[ABOUT THIS TASK] Each line in the records below that has the word "size" should be copied.

[Data records]
<<<<

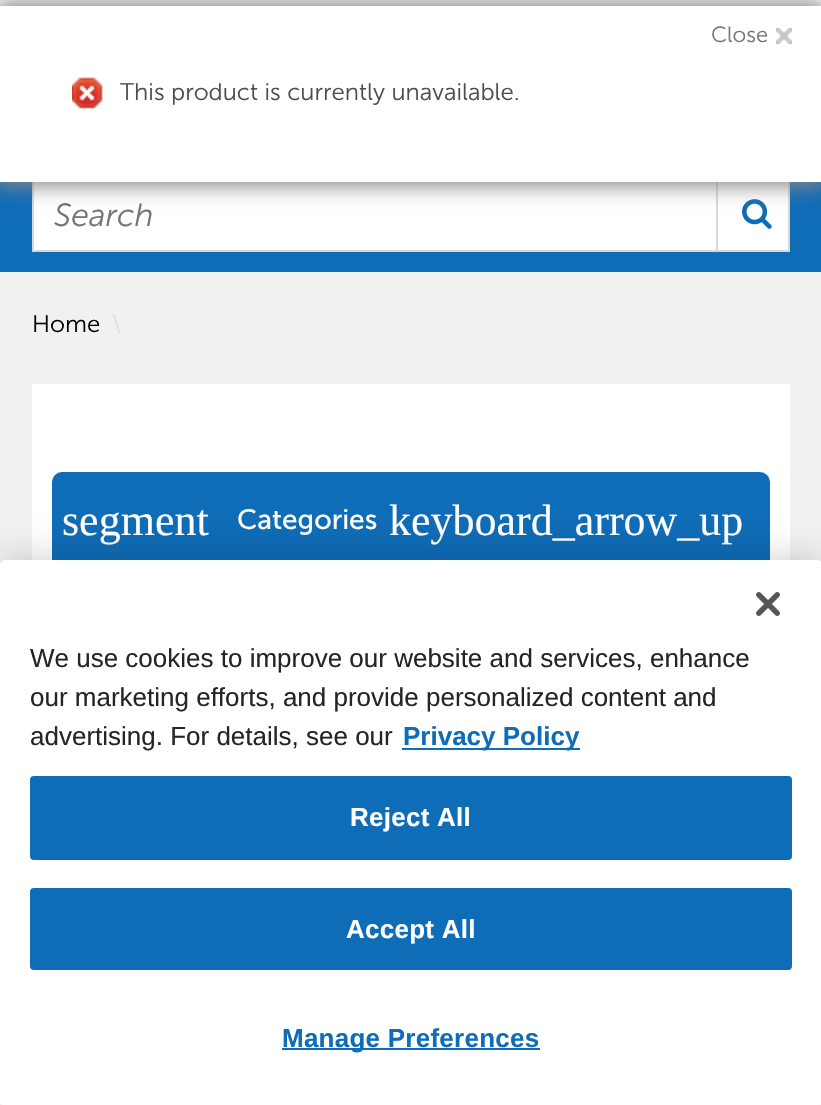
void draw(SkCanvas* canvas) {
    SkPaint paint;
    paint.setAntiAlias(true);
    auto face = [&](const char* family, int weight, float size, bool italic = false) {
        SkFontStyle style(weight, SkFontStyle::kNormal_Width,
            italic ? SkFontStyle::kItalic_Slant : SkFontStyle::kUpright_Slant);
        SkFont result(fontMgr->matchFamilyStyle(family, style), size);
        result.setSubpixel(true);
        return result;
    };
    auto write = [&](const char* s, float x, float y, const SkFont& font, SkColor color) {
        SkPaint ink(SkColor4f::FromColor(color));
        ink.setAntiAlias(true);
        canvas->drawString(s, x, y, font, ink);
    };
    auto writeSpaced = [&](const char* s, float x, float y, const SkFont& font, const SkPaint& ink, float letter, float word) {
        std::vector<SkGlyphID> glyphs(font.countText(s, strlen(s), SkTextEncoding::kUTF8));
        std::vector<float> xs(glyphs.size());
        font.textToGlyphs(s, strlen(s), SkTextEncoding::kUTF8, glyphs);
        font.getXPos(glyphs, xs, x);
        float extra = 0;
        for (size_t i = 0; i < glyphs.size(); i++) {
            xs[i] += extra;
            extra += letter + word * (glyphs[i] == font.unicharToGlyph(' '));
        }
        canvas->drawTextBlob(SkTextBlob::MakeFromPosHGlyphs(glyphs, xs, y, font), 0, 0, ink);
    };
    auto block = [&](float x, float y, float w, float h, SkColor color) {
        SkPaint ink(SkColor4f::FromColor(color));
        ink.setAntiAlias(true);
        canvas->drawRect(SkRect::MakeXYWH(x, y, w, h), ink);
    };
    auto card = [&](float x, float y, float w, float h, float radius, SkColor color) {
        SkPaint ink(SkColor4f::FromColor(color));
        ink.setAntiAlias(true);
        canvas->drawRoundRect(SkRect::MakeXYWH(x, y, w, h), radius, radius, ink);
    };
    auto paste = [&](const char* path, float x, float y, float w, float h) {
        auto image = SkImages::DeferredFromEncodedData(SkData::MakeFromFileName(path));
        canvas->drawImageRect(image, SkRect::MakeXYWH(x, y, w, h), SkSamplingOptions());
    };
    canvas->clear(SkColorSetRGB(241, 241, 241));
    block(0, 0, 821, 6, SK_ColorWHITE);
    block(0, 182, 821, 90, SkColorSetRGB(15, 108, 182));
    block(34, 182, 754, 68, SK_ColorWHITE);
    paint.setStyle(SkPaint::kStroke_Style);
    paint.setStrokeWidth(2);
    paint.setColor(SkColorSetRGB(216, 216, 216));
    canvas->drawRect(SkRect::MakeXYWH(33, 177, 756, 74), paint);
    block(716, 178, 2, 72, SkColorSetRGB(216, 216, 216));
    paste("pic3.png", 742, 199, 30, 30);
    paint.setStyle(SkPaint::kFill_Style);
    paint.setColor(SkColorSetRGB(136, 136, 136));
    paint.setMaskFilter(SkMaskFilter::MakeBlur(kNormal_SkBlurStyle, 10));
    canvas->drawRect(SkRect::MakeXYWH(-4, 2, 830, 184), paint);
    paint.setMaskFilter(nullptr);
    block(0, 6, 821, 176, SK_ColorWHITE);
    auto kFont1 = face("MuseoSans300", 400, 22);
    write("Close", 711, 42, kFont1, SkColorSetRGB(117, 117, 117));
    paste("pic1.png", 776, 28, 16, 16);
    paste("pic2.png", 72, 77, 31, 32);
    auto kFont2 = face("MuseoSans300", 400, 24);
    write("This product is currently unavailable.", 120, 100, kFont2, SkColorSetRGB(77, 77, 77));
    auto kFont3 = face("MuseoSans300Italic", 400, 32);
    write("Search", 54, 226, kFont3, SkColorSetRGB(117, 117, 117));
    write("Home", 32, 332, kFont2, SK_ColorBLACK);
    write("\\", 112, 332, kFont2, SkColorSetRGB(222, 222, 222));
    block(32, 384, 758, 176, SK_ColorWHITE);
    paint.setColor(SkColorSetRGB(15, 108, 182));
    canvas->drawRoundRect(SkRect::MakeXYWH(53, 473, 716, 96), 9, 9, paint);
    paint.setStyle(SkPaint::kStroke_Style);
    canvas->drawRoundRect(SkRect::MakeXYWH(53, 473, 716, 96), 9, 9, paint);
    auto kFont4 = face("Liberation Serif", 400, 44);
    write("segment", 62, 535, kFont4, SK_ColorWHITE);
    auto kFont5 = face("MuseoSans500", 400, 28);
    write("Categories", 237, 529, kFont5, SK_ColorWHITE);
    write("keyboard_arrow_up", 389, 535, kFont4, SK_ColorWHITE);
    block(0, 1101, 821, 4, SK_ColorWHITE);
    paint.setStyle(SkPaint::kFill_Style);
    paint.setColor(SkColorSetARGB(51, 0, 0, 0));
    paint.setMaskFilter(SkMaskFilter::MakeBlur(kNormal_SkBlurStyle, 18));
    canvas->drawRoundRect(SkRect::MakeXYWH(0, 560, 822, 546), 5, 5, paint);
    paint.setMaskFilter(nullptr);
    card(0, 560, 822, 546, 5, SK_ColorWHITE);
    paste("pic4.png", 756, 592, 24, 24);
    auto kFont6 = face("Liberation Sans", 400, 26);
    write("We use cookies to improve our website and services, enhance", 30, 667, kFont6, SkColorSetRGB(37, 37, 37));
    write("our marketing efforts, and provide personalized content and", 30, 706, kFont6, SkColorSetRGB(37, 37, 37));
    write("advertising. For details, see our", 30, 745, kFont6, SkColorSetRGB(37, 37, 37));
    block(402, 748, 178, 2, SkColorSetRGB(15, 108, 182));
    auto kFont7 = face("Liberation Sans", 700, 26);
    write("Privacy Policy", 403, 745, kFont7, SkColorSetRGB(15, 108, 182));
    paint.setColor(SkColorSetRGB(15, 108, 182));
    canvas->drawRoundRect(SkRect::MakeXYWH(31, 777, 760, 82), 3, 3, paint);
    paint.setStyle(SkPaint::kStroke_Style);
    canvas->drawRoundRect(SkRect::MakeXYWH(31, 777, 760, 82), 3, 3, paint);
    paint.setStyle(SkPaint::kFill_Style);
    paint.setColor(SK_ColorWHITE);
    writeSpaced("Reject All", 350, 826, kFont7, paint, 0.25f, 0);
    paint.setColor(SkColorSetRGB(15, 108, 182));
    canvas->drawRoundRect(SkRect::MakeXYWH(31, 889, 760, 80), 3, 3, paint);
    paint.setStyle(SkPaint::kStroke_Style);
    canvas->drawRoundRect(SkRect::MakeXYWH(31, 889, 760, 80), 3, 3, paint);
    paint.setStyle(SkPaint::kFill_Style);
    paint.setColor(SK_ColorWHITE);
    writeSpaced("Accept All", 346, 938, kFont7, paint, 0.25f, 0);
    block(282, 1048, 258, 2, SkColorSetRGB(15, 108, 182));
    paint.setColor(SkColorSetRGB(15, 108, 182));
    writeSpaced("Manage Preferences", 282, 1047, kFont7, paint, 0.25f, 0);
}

>>>>

[REPLY TO THE TASK]
    auto face = [&](const char* family, int weight, float size, bool italic = false) {
        SkFont result(fontMgr->matchFamilyStyle(family, style), size);
        std::vector<float> xs(glyphs.size());
        for (size_t i = 0; i < glyphs.size(); i++) {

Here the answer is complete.